In this short article, we will show how you can get an impressive 3D parallax effect on a regular 2D image using exclusively PowerPoint tools.
Imagine a usual 2D image on your slide that suddenly takes depth and movement. None of the audience will remain indifferent, right?
If you want to apply this technique
- you will get a great opportunity to make the slides memorable, and the presentation irresistible and
- you will not need specific design skills or experience working with complex graphic programs. Only PowerPoint!
Below we give an example of how to achieve this result with just PowerPoint tools and animations.
An Example of 3D Parallax Effect on a 2D Image
Here is a flat image that we got to illustrate our article. On it two visual plans are clearly expressed: the foreground and the background. In the foreground – a sports plane brightly lit by the sun, in the background – a view of mountains in a barely noticeable haze.
And look what we did using the PowerPoint animation tools twice: the first time for the foreground, the second for the background.
However, not everything is as it seems. And that’s why.
How We Got Layers for this 2D Image
We decided that to illustrate our task, a large, brightly-lit object on a beautiful background is best suited. Aircraft? Why not?
Foreground Layer
First of all, we needed to split the 2D image into two layers to illustrate the 3D parallax effect:
- the foreground – the plane standing on the track of the unpaved airfield
- and everything else as a background.
For this purpose, we used the Free Form tool and Merge Shapes tools: Fragment, Intersect, and Subtract.
As a result, we got two separate layers: this one as the foreground…
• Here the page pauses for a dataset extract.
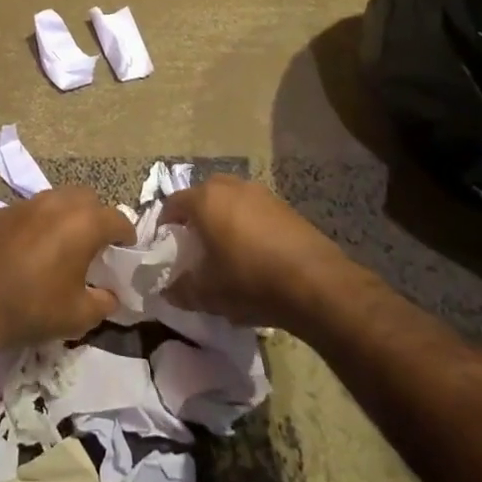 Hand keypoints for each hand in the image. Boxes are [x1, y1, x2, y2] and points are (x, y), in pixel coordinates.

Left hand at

…and this one as the background:
Background Layer
Even a cursory glance at the resulting background is enough to understand that we have nothing to fill this huge hole with. Here, even Adobe Photoshop will not be able to cope, but we promised to get by with PowerPoint only, remember?
Therefore, we put this background aside and replaced one mountain with another. This one:
And what? Good mountain. No worse than the one with the hole, right?
But a little needed to be fixed!
- But first, we cropped the image and removed the unnecessary reflection of the mountains.
- Then we flipped the image horizontally and got the right lighting.
- Finally, we changed the color temperature from 6500K to 4700K to get a morning landscape instead of an evening one.
And voila, this is a wonderful background for our aircraft, right?
How We Assembled the Final Scene
So, we had the necessary layers as two PowerPoint objects and we started to assemble the final scene.
- We created an empty slide and placed a rectangle of the same size with an outline on top to easily see the edges of the slide.
- Then we placed an object with a background in the scene and cropped it so that the horizontal size of the background becomes slightly larger than the slide. This will allow us to scroll the background inside the slide.
- Then we did the same with the foreground object.
- And finally, we slightly blurred the edges of the foreground object to hide the sharp border between the objects.
That’s all! The scene was ready.
The turn of animation has come.
3D Parallax Effect on a 2D Image
Speaking of the parallax effect, Wikipedia claims that:
Some display systems support multiple background layers that can be scrolled independently in horizontal and vertical directions and composited on one another, simulating a multiplane camera.
The Free Encyclopedia
Well, we only need to verify the validity of this statement, right?
To do this
- we sequentially assigned the Motion Path animation from right to left to both layers: for foreground and background,
- sequentially for both layers, we set the same animation duration to 4 seconds,
- but set the path length for the foreground more and less for the background. Thus, we made the foreground move faster and the background slower.
Please see the video at the top of this article again. There is exactly what we got as a result.